TASK GOAL: How many lines in the data below have the string "Brighton"? Reply with the number alone.

Stored items:

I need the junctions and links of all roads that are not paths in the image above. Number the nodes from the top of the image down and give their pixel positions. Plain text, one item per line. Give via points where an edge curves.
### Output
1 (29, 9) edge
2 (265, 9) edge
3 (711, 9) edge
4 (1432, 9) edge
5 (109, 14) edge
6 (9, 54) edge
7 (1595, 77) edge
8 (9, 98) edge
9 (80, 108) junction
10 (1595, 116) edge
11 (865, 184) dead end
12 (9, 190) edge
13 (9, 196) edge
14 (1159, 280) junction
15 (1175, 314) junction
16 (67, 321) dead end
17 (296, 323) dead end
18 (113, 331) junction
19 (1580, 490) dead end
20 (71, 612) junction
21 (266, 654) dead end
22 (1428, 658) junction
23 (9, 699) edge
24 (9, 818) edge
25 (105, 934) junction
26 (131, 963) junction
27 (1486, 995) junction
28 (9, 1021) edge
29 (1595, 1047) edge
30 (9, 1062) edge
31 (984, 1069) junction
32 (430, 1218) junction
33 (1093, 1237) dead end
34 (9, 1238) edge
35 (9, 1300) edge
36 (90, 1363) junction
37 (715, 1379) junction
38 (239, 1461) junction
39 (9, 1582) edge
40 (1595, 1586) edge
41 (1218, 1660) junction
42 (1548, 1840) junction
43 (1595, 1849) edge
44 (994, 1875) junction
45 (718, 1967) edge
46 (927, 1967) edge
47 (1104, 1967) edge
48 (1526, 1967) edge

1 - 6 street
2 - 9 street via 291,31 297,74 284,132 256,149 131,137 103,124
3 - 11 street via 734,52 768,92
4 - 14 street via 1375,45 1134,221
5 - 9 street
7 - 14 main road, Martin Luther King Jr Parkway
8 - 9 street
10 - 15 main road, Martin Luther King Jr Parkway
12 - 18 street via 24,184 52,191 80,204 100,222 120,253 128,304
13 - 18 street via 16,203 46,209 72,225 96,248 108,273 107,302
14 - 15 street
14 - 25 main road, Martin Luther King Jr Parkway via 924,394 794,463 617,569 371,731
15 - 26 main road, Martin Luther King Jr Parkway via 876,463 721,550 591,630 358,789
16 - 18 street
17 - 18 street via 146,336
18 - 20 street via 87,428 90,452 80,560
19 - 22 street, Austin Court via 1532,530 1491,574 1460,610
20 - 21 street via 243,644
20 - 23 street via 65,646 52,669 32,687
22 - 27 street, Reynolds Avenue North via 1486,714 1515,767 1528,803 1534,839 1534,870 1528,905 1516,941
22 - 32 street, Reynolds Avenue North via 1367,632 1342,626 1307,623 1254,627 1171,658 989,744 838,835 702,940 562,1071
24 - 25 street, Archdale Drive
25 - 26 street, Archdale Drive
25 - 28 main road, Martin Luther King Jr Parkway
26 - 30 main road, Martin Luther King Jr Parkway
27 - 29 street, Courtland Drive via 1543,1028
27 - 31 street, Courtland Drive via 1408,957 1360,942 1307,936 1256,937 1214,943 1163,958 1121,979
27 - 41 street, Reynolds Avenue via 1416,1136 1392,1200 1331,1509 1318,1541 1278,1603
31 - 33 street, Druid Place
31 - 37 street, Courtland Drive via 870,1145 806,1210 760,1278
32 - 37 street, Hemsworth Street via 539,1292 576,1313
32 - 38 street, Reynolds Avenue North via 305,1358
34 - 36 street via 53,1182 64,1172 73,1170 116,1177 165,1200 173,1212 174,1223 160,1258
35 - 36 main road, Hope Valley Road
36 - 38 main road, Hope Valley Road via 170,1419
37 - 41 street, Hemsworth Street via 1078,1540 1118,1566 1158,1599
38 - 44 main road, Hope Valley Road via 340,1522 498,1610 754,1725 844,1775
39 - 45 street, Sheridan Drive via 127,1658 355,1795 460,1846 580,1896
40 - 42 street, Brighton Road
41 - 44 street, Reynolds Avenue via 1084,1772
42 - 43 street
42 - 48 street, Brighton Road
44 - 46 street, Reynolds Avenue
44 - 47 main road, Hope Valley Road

RESPONSE TO THIS TASK: 2